L’Afrique veut franchir un nouveau cap dans l’accès à l’électricité. À travers l’initiative Mission 300, les partenaires internationaux ambitionnent de connecter 300 millions d’Africains supplémentaires à l’électricité d’ici 2030.
Pour atteindre cet objectif, plus de 50 milliards de dollars d’engagements financiers ont été annoncés.
Ces annonces ont été faites lors du Sommet africain de l’énergie de Dar es Salaam, en Tanzanie, en janvier 2025. La Banque mondiale et la Banque africaine de développement (BAD) ont, à elles seules, prévu de mobiliser environ 48 milliards de dollars jusqu’en 2030 pour soutenir les projets liés à l’accès à l’énergie.
D’autres partenaires ont également annoncé leur contribution. L’Agence française de développement prévoit ainsi 1 milliard d’euros, tandis que la Banque asiatique d’investissement dans les infrastructures a annoncé entre 1 et 1,5 milliard de dollars. La Banque islamique de développement s’est engagée à hauteur de 2,65 milliards de dollars, alors que le Fonds de l’OPEP prévoit 1 milliard de dollars.
Ces montants ne correspondent toutefois pas tous à des financements déjà disponibles. Il convient de distinguer les annonces, les financements officiellement approuvés et les sommes effectivement décaissées.
Au 16 juin 2026, la Banque mondiale et la BAD avaient engagé près de 15 milliards de dollars dans des projets associés à Mission 300. À cela s’ajoutaient environ 4,5 milliards de dollars de cofinancements mobilisés auprès d’autres partenaires.
La réussite de l’initiative dépendra également de l’implication des États africains. Les gouvernements restent responsables de la conduite des réformes, de la préparation des projets, de l’organisation des appels d’offres et du suivi des compagnies nationales d’électricité.
Le secteur privé et les compétences au cœur du dispositif
Le secteur privé est appelé à jouer un rôle majeur en apportant des capitaux, des technologies et des solutions adaptées, notamment dans les zones rurales et difficiles d’accès. Les garanties publiques et les financements concessionnels doivent contribuer à réduire les risques et à encourager davantage d’investissements privés.
Mais au-delà des infrastructures et des financements, Mission 300 nécessite aussi des ressources humaines qualifiées. Ingénieurs, techniciens, installateurs de systèmes solaires, spécialistes du stockage d’énergie, juristes, économistes, experts environnementaux, financiers et agents de maintenance seront indispensables à la réalisation des projets.

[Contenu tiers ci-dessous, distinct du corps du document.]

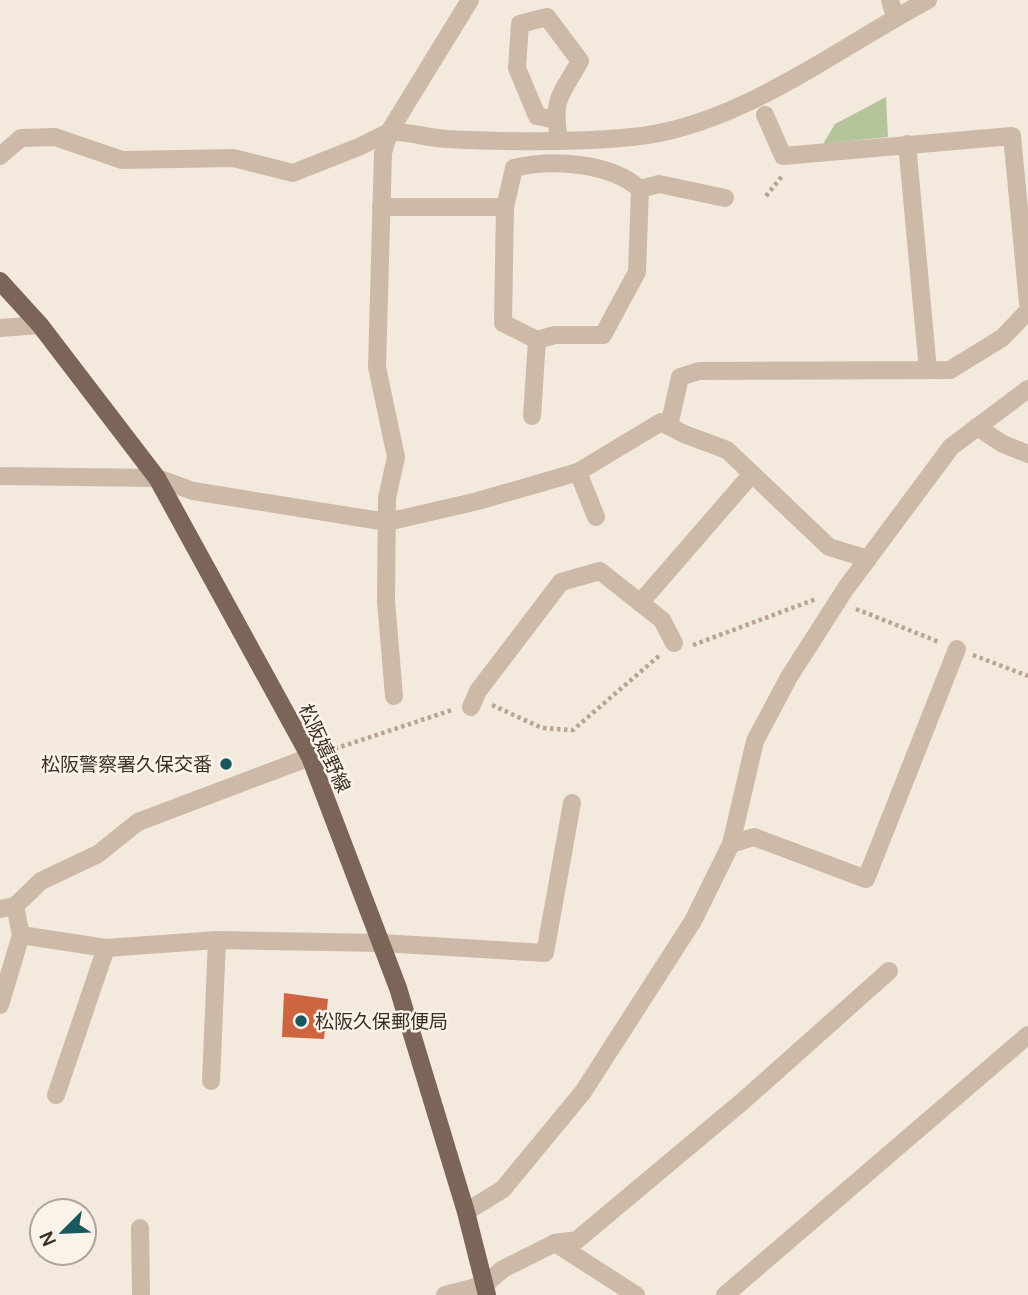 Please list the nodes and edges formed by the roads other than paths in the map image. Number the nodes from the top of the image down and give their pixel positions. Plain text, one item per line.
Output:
1 (470, 0) edge
2 (928, 0) edge
3 (893, 9) edge
4 (765, 115) dead end
5 (556, 120) junction
6 (389, 132) junction
7 (559, 139) junction
8 (906, 144) junction
9 (0, 156) edge
10 (640, 188) junction
11 (725, 198) dead end
12 (382, 207) junction
13 (505, 207) junction
14 (0, 281) edge
15 (1028, 303) edge
16 (1028, 311) edge
17 (40, 325) junction
18 (0, 328) edge
19 (537, 340) junction
20 (928, 370) junction
21 (1028, 389) edge
22 (532, 416) dead end
23 (669, 426) junction
24 (977, 427) junction
25 (1028, 454) edge
26 (578, 472) junction
27 (751, 475) junction
28 (0, 476) edge
29 (158, 478) junction
30 (596, 517) dead end
31 (387, 522) junction
32 (869, 559) junction
33 (640, 603) junction
34 (674, 643) road end
35 (957, 649) road end
36 (394, 696) dead end
37 (471, 707) road end
38 (310, 757) junction
39 (572, 803) dead end
40 (731, 844) junction
41 (7, 907) edge
42 (21, 935) junction
43 (217, 940) junction
44 (382, 943) junction
45 (106, 948) junction
46 (889, 971) dead end
47 (0, 1006) edge
48 (1028, 1035) edge
49 (211, 1080) dead end
50 (56, 1095) dead end
51 (466, 1212) junction
52 (140, 1228) dead end
53 (555, 1243) junction
54 (486, 1290) edge
55 (141, 1295) edge
56 (444, 1295) edge
57 (636, 1295) edge
58 (725, 1295) edge

1 - 6 street
2 - 3 street
3 - 7 street
4 - 8 street
5 - 5 street
5 - 7 street
6 - 7 street
6 - 9 street
6 - 12 street
8 - 15 street
8 - 20 street
10 - 11 street
10 - 13 street
10 - 19 street
12 - 13 street
12 - 31 street
13 - 19 street
14 - 17 main road, 松阪嬉野線
16 - 20 street
17 - 18 street
17 - 29 main road, 松阪嬉野線
19 - 22 street
20 - 23 street
21 - 24 street
23 - 26 street
23 - 27 street
24 - 25 street
24 - 32 street
26 - 30 street
26 - 31 street
27 - 32 street
27 - 33 street
28 - 29 street
29 - 31 street
29 - 38 main road, 松阪嬉野線
31 - 36 street
32 - 40 street
33 - 34 street
33 - 37 street
35 - 40 street
38 - 41 street
38 - 44 main road, 松阪嬉野線
39 - 44 street
40 - 51 street
41 - 42 street
42 - 45 street
42 - 47 street
43 - 44 street
43 - 45 street
43 - 49 street
44 - 51 main road, 松阪嬉野線
45 - 50 street
46 - 53 street
48 - 58 street
51 - 54 main road, 松阪嬉野線
52 - 55 street
53 - 54 street
53 - 57 street
54 - 56 street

Enfin, le suivi des engagements nationaux constituera un autre facteur déterminant. Les pactes énergétiques adoptés par les pays devront faire l’objet d’une évaluation régulière afin de mesurer les progrès, repérer les retards et réorienter les actions lorsque cela sera nécessaire.
Avec Mission 300, l’enjeu ne consiste donc pas uniquement à mobiliser des milliards de dollars, mais à transformer ces financements en réseaux, centrales, mini-réseaux et solutions énergétiques concrètes pour les populations africaines.